-- Record set --
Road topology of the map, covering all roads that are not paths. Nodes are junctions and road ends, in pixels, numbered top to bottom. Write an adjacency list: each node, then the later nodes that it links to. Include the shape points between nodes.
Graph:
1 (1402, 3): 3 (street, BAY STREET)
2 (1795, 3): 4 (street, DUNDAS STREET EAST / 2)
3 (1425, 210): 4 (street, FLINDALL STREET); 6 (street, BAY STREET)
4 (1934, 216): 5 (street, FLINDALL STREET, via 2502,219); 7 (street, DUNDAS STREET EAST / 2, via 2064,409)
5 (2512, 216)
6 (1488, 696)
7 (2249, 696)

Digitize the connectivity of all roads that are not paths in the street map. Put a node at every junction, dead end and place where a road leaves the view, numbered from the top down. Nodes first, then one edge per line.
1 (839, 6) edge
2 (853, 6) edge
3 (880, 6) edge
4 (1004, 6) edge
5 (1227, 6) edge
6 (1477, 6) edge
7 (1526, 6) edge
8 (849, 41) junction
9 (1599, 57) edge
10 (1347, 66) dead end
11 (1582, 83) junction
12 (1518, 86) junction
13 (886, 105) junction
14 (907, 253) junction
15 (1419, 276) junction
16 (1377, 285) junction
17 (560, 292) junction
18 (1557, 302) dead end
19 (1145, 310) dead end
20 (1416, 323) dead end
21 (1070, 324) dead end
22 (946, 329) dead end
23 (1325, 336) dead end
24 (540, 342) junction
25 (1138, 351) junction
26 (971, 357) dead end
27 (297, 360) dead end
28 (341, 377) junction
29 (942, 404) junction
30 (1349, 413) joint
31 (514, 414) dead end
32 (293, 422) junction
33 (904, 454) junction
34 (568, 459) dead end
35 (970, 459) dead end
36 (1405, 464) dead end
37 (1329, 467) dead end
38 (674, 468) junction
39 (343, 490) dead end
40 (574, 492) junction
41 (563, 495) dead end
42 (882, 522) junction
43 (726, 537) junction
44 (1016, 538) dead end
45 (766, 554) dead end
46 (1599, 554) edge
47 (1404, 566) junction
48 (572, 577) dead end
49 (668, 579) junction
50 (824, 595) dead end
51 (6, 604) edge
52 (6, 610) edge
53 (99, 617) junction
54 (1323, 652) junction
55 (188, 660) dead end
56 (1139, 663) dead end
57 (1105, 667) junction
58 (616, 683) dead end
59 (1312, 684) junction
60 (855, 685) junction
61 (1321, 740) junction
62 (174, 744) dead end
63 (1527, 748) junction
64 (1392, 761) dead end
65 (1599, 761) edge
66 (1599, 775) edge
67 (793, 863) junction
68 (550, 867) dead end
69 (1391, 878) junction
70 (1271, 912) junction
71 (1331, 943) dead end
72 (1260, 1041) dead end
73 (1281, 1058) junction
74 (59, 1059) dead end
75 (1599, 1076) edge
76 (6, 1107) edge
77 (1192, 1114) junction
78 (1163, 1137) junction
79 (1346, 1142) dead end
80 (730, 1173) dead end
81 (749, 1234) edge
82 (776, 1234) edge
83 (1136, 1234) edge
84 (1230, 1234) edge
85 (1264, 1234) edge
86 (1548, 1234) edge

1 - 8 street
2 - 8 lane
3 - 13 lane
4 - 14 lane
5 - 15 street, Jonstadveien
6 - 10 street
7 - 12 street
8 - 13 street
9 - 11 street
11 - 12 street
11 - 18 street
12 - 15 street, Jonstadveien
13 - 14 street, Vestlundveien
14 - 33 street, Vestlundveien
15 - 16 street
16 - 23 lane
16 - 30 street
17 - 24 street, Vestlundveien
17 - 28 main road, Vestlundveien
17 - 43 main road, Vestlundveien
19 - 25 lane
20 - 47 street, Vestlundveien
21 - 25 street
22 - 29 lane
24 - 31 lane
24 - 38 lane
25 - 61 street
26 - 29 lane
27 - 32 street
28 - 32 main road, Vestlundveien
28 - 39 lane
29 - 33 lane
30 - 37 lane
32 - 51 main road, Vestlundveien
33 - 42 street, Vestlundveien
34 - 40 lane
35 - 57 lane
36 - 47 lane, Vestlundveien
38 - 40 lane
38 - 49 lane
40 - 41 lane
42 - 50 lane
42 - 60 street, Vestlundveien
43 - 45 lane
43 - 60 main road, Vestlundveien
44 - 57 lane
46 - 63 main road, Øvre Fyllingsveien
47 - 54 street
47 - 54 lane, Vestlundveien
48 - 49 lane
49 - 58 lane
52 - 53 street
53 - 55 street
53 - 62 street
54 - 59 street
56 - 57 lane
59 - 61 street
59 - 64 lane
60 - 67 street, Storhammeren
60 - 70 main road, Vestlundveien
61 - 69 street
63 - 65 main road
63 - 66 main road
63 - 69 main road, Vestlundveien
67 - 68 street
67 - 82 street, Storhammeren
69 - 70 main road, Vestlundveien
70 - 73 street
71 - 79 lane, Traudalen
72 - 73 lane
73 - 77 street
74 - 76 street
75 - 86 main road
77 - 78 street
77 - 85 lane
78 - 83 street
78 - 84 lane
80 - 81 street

-- To do --
Go through the entries above and copy each line with "FLINDALL" in it.

-- Expected answer --
3 (1425, 210): 4 (street, FLINDALL STREET); 6 (street, BAY STREET)
4 (1934, 216): 5 (street, FLINDALL STREET, via 2502,219); 7 (street, DUNDAS STREET EAST / 2, via 2064,409)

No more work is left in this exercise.